▶ _Exercise brief_:
The word to look for is "main". Report every line of the entries below that has it.

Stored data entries
--- START ---

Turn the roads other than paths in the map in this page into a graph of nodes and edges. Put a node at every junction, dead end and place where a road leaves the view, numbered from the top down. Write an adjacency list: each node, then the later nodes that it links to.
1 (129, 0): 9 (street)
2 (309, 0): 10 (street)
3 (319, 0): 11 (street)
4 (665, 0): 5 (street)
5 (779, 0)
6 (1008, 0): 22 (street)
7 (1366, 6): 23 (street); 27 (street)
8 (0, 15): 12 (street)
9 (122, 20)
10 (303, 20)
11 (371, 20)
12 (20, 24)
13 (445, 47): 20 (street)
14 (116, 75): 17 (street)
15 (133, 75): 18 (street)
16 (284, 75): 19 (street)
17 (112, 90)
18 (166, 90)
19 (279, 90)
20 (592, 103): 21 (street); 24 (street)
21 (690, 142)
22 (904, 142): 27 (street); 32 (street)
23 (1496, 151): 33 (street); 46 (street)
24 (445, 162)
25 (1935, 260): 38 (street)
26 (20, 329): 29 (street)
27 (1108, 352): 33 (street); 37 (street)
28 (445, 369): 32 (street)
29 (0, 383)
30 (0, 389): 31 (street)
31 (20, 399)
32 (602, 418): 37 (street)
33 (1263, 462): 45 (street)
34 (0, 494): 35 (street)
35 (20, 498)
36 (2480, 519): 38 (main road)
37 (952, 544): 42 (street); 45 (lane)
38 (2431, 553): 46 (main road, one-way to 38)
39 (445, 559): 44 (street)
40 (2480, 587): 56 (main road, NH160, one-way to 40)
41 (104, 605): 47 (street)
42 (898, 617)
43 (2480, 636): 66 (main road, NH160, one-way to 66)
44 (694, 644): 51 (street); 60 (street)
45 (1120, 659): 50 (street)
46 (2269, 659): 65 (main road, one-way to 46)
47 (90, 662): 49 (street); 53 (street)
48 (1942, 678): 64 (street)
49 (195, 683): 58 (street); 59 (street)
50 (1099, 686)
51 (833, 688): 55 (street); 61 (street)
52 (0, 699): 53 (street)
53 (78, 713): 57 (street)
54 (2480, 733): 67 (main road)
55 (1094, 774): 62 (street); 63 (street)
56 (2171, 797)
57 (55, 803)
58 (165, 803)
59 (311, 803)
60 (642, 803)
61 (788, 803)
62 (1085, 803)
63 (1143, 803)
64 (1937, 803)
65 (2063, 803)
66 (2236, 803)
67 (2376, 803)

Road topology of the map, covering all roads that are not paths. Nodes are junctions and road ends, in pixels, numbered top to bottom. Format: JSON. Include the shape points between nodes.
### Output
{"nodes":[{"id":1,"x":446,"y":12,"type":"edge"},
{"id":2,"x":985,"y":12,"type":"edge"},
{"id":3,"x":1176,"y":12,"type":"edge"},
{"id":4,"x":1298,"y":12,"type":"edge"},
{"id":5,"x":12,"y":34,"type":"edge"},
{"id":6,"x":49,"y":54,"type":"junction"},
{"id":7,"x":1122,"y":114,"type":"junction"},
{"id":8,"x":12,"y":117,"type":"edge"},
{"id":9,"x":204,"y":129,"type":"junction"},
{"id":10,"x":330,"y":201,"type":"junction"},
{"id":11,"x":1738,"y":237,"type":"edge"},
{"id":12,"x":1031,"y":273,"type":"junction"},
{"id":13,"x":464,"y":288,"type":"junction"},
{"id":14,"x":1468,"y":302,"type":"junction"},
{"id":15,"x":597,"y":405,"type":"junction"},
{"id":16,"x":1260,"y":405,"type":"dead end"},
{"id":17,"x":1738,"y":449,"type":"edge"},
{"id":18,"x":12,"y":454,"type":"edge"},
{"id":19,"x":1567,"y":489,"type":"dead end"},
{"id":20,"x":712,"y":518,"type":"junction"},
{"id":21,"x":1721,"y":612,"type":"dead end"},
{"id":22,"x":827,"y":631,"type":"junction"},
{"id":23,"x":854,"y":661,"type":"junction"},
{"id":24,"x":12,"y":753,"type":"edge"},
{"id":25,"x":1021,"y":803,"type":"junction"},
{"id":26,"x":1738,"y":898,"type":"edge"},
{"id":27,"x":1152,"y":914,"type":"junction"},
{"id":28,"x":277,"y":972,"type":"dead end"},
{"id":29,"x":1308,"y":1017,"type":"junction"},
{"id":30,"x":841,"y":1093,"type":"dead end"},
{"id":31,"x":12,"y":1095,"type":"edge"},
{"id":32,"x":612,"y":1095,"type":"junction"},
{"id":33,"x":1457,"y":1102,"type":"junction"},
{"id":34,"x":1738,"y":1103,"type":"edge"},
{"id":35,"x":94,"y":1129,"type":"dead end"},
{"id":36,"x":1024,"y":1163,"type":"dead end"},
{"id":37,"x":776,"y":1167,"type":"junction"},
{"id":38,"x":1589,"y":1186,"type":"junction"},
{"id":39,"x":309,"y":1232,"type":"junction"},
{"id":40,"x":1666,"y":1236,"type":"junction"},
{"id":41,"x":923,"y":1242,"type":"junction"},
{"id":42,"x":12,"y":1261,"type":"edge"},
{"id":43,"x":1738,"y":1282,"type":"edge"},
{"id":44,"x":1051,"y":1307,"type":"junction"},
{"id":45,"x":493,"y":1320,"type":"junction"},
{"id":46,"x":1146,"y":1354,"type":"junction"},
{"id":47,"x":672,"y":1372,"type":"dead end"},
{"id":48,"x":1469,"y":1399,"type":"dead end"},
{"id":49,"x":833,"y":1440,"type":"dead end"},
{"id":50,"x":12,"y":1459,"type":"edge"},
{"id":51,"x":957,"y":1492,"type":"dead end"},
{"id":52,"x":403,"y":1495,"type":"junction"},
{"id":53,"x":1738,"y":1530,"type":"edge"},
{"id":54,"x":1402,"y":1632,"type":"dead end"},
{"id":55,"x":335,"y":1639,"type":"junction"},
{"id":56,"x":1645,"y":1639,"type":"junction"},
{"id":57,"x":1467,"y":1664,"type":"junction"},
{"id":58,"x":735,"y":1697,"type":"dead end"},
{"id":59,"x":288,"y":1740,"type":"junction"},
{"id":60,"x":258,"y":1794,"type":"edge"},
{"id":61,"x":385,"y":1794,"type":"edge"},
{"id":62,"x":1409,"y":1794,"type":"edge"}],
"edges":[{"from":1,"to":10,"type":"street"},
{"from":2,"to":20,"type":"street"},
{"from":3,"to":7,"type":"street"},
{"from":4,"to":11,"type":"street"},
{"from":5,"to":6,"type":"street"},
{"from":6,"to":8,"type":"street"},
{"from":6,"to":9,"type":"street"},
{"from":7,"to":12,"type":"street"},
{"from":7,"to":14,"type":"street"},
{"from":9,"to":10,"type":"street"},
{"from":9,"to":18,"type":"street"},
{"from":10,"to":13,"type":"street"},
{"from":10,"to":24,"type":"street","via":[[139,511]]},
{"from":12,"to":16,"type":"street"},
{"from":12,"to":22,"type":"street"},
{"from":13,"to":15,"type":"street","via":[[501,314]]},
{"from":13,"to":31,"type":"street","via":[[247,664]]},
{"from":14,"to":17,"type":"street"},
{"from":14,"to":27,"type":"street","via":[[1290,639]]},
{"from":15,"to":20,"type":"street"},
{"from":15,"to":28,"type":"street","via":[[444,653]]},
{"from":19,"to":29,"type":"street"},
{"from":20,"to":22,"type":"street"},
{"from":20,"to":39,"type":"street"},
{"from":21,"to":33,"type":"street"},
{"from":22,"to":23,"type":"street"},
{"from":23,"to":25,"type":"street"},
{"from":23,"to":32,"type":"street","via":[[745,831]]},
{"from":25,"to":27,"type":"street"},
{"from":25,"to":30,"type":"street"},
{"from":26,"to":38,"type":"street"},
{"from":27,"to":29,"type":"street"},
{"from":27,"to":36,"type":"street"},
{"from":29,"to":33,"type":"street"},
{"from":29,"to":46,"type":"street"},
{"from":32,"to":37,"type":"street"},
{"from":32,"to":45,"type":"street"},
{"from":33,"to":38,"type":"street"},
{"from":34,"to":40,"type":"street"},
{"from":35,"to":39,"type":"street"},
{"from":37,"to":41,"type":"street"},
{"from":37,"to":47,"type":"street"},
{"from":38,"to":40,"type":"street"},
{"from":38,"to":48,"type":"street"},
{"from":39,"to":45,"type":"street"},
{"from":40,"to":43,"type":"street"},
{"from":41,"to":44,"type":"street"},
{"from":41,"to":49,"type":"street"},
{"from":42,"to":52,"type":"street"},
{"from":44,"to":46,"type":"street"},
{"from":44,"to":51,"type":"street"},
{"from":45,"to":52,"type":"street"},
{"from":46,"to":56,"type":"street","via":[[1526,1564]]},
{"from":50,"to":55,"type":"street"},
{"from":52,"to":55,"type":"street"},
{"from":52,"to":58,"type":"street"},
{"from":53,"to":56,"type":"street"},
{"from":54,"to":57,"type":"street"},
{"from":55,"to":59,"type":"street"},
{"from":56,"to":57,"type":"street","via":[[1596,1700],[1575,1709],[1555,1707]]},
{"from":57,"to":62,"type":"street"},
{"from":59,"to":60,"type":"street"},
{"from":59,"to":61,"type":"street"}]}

--- END ---

▶ _Response_:
36 (2480, 519): 38 (main road)
38 (2431, 553): 46 (main road, one-way to 38)
40 (2480, 587): 56 (main road, NH160, one-way to 40)
43 (2480, 636): 66 (main road, NH160, one-way to 66)
46 (2269, 659): 65 (main road, one-way to 46)
54 (2480, 733): 67 (main road)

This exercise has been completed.